Silvertide: Show and Tell

Show and Tell

If you’ve heard the early buzz surrounding Silvertide, you’ve probably heard that they sound like a combination of the Black Crowes and AC/DC. You may also have heard that lead guitarist Nick Perri can shred the ol’ axe like a young, virile, omnipotent rock deity. Or, if you’ve done some reading, maybe you know that Silvertide opened for Aerosmith (after a mere six months as a group) and are positioned to be the next great American rock act, the band that finally brings self-destructive hedonism and self-indulgent riffing back into vogue. This is a huge task for any band, much less five guys who were born around the time Duran Duran were terrorizing the charts. Still, on their debut album Show and Tell, Silvertide show that the hype is at least partially grounded in truth.

The album opens with “I Ain’t Coming Home”, and it’s clear why the band chose this song as the leadoff. Raw and raucous, it announces Silvertide’s modus operandi: rock loud. That is, really loud. Everything about this song is grandiose — from Kevin Frank’s menacing tom banging to Mark Melchiorre, Jr.’s stomp-inducing chord progressions. Immediately, it’s obvious why Silvertide have been compared to so many other bands. Nick Perri’s solos are indeed reminiscent of Angus Young’s, though they never sound like mere imitations. What’s more, lead singer Walt Lafty sounds uncannily like Chris Robinson. His voice is full of nasty blue-eyed soul, strutting and tearing and shuffling at will. His phrasing also displays a cocksure aplomb mastered by only a few legends: Jagger, Petty, and the aforementioned Robinson. Like these canonized singers, Lafty knows that delivering a lyric is as important as the actual words.

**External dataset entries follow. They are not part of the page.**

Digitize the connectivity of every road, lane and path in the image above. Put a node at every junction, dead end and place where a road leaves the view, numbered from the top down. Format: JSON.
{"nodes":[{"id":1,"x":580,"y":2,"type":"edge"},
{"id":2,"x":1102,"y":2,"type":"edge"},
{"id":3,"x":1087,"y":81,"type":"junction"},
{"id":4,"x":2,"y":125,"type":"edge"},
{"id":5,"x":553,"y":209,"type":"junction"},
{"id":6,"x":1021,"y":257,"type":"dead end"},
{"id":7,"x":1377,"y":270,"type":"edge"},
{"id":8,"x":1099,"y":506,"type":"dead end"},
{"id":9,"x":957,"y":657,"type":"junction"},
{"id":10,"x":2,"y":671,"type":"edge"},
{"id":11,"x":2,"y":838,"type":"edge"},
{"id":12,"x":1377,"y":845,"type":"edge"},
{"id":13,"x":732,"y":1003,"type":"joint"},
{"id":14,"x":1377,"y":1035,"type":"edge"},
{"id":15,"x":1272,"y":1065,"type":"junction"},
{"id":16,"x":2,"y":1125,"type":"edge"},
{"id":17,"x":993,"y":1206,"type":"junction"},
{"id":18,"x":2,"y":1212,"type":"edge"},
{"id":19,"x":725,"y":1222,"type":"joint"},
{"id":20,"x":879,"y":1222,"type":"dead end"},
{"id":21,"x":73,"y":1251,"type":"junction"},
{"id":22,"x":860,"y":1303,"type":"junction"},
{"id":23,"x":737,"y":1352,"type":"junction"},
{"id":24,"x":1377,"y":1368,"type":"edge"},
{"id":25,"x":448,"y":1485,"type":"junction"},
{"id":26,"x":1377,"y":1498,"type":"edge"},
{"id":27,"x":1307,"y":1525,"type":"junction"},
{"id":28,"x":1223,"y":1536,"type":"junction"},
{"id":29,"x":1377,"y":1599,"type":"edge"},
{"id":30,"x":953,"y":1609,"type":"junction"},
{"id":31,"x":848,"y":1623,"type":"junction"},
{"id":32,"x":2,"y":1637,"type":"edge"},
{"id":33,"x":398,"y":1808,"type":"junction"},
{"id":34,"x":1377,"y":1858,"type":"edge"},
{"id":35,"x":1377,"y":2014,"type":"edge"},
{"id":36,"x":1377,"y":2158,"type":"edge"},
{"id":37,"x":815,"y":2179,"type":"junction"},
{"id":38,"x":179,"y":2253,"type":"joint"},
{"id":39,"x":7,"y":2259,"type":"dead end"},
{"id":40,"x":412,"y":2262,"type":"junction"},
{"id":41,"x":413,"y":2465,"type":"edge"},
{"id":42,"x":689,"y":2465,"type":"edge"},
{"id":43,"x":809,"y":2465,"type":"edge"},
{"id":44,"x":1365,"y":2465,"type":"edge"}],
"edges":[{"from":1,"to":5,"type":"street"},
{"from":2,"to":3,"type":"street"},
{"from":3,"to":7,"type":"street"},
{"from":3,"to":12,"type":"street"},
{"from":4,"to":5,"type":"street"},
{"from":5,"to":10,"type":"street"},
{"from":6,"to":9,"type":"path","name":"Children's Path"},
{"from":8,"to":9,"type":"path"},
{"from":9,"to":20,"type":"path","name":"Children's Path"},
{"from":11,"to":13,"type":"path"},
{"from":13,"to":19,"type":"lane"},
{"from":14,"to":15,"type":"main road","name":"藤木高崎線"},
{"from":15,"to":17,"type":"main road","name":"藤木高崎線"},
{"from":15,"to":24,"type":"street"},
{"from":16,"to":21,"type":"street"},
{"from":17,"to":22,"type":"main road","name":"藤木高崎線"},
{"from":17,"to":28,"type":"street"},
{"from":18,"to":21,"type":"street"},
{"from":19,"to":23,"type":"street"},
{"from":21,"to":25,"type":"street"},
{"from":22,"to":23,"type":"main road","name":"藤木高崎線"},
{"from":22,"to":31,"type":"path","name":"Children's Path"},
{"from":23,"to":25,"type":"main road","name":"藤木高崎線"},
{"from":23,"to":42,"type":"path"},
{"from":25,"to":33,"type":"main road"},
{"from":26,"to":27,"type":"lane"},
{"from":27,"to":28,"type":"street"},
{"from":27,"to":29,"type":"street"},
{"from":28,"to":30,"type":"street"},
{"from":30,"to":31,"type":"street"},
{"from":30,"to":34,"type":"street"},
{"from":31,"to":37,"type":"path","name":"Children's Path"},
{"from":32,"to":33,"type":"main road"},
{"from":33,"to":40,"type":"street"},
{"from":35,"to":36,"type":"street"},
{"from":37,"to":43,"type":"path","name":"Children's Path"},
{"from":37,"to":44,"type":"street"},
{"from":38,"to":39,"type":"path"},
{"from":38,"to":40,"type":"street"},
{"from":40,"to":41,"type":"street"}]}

Other songs on Show and Tell reference other figures or aspects of rock’s past. “To See Where I Hide” begins with Hendrix-inspired, backwards-sounding guitar (á la “Foxy Lady”) before settling into a lean, agile riff. The song also shows Silvertide’s ability to blend chaos with professional restraint: as Perri frenetically plays fills and solos, the rhythm section maintains a solid footing while keeping pace. “California Rain”, on the other hand, has more in common with ’80s pop metal than classic rock. Beginning with a “1, 2, 3” count, the song is about a trip to that most metal of places — Los Angeles. “Wandering down the Sunset Strip in the morning / 6 a.m., is that a rainbow that I see?” Lafty sings, while the band provides a funky backdrop marked by catchy riffing and cowbell. Yes, this has all been done before, but Silvertide make you wonder why strutting one’s musical chops ever fell out of favor.

Indeed, what’s most impressive about Silvertide is their sense of history. Perri cites influences ranging from AC/DC, Led Zeppelin, and Aerosmith to Albert King, Elmore James, and T-Bone Walker. While his playing leans more to the hard rock/metal side, the group’s overall sound is inspired by these legends. Many new groups have no sense of rock history, which limits their musical vocabulary to a few standard barre chords and distortion. Silvertide, conversely, have a broad range of musical influences to refer to, and it’s evident throughout the album.

Yet, if there’s one huge shortcoming onShow and Tell, it’s the lyrics. “Devil’s Daughter” unintentionally spoofs hard rock with its cliché references to . . . well, the devil’s daughter. In a rather unfortunate instance of lyrical silliness, Lafty sings, “I went to bed with an angel / At least that’s what she said / But as she tore off her dress / Lord, I must confess / I got the devil’s daughter in my bed”. Though this song will provide the soundtrack to innumerable table dances, original it is not. Guitars, girls, and the lord of evil? That’s just a bit too much rock, guys. “S.F.C.”, which stands for “So F-ing Crazy”, is another lyrical dud. “You’re stuck in your head”, Lafty repeatedly yells, before declaring, “They should lock you up in a padded room / You’re so f-ing crazy”. Later in the song, he repeats, “The full moon’s out tonight”. Here again, the lyrics serve as satire by reaffirming the stereotype of hard rock fans as being infantile, unsophisticated, and obsessed with “disturbing” themes.

Still, if Silvertide can check their Spinal Tap moments by avoiding metal clichés, they have a brilliant career before them. Rarely do groups sound so impassioned, confident, and developed on a debut. Perhaps the best way to describe Show and Tell is to say that it sounds like the Saturday night before a Sunday morning hangover. If the goal of music is to offer catharsis — or at least escape — what more could you want?